Me levanto el primer día de las vacaciones, para ser más exacta, el primer día que físicamente no acudo al trabajo, pues no está todo finalizado y me quedan unos días para rematar algunos flecos que quedan sueltos, la divina burocracia; no temblemos, para eso está la conexión a internet y a tu máquina del trabajo desde casa, ¡ qué gran invento! (léase con ironía).
En fin, que aquí estoy sentada en la mesa de trabajo y pensando, que se ha terminado otro curso, y lo de siempre, cómo vuela el tiempo. Levanto la vista y enfrente ocupa casi todo el espacio un piano antiguo que compraron mis padres hace años a unos amigos y que ha terminado en mi casa. Mi hija hace sus pinitos con él, y aunque está algo desafinado, consigue robarle ya ciertas melodías que me enternecen.
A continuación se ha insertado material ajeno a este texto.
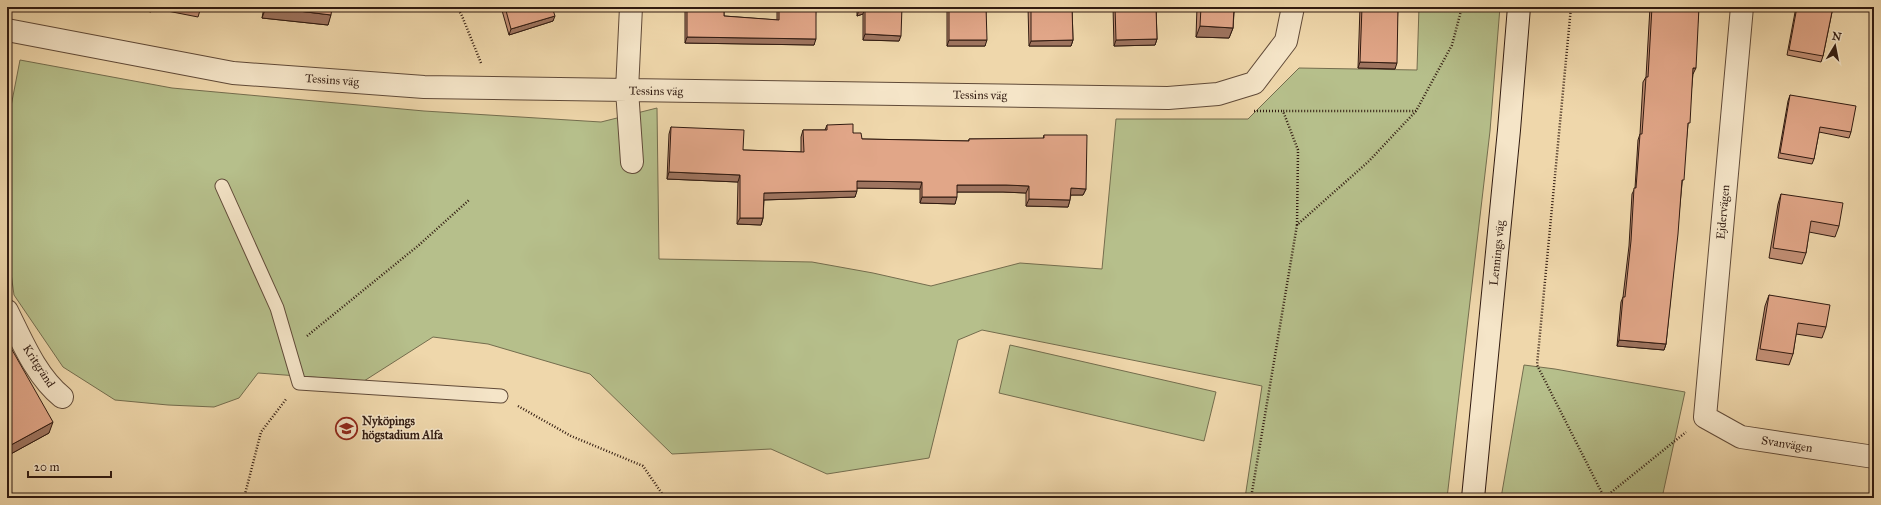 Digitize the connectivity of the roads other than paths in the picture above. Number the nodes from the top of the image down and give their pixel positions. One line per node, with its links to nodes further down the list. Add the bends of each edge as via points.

Encima de él reposan unas fotografías que me ratifican el tópico del tempus fugit. Cuando explico este tópico a mis alumnos, chasqueo los dedos y les voy indicando que ese segundo no lo van a volver a vivir, ni este, ni este, ni este... y sigo haciendo sonar mis dedos para que sean conscientes de otro tópico, cotidie morimur, morimos todos los días, es un camino hacia la muerte, no hay vuelta atrás. Parece negativo, pero no, así entienden mejor el carpe diem, aprovecha el momento, aprovecha la vida, disfrútala. Si no entiendes los dos primeros, difícilmente podrás sacarle todo el partido al tercero.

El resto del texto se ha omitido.